### Assigned task
Print the whole listing again exactly, keeping no pictures in it.

▼

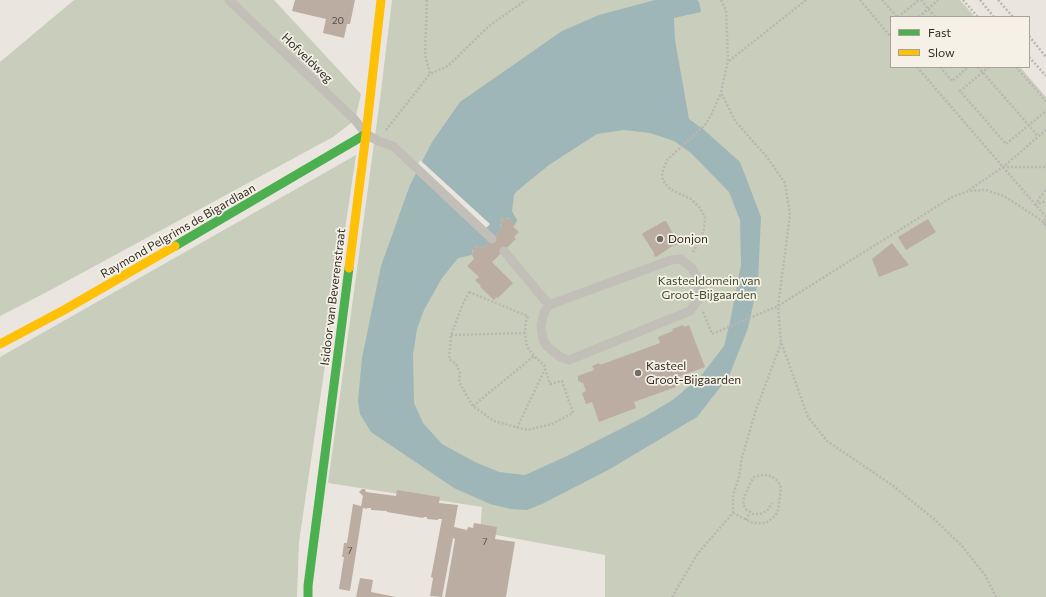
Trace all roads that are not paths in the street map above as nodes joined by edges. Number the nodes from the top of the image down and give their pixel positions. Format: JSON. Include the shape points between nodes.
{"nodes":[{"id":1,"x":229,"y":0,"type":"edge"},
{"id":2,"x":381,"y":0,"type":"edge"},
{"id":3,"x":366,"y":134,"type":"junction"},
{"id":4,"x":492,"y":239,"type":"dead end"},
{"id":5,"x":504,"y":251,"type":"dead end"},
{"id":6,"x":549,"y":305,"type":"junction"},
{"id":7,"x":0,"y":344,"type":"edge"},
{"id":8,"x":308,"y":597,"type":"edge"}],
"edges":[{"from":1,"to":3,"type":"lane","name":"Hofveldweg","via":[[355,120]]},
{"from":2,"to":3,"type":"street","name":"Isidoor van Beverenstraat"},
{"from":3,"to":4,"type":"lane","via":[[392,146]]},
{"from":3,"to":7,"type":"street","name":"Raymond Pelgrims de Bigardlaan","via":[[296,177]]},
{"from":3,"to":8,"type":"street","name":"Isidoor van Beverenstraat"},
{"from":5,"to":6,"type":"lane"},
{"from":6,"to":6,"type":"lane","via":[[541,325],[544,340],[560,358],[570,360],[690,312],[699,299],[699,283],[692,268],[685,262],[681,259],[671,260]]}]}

▲

### Solved exercise
Trace all roads that are not paths in the street map above as nodes joined by edges. Number the nodes from the top of the image down and give their pixel positions. Format: JSON. Include the shape points between nodes.
{"nodes":[{"id":1,"x":229,"y":0,"type":"edge"},
{"id":2,"x":381,"y":0,"type":"edge"},
{"id":3,"x":366,"y":134,"type":"junction"},
{"id":4,"x":492,"y":239,"type":"dead end"},
{"id":5,"x":504,"y":251,"type":"dead end"},
{"id":6,"x":549,"y":305,"type":"junction"},
{"id":7,"x":0,"y":344,"type":"edge"},
{"id":8,"x":308,"y":597,"type":"edge"}],
"edges":[{"from":1,"to":3,"type":"lane","name":"Hofveldweg","via":[[355,120]]},
{"from":2,"to":3,"type":"street","name":"Isidoor van Beverenstraat"},
{"from":3,"to":4,"type":"lane","via":[[392,146]]},
{"from":3,"to":7,"type":"street","name":"Raymond Pelgrims de Bigardlaan","via":[[296,177]]},
{"from":3,"to":8,"type":"street","name":"Isidoor van Beverenstraat"},
{"from":5,"to":6,"type":"lane"},
{"from":6,"to":6,"type":"lane","via":[[541,325],[544,340],[560,358],[570,360],[690,312],[699,299],[699,283],[692,268],[685,262],[681,259],[671,260]]}]}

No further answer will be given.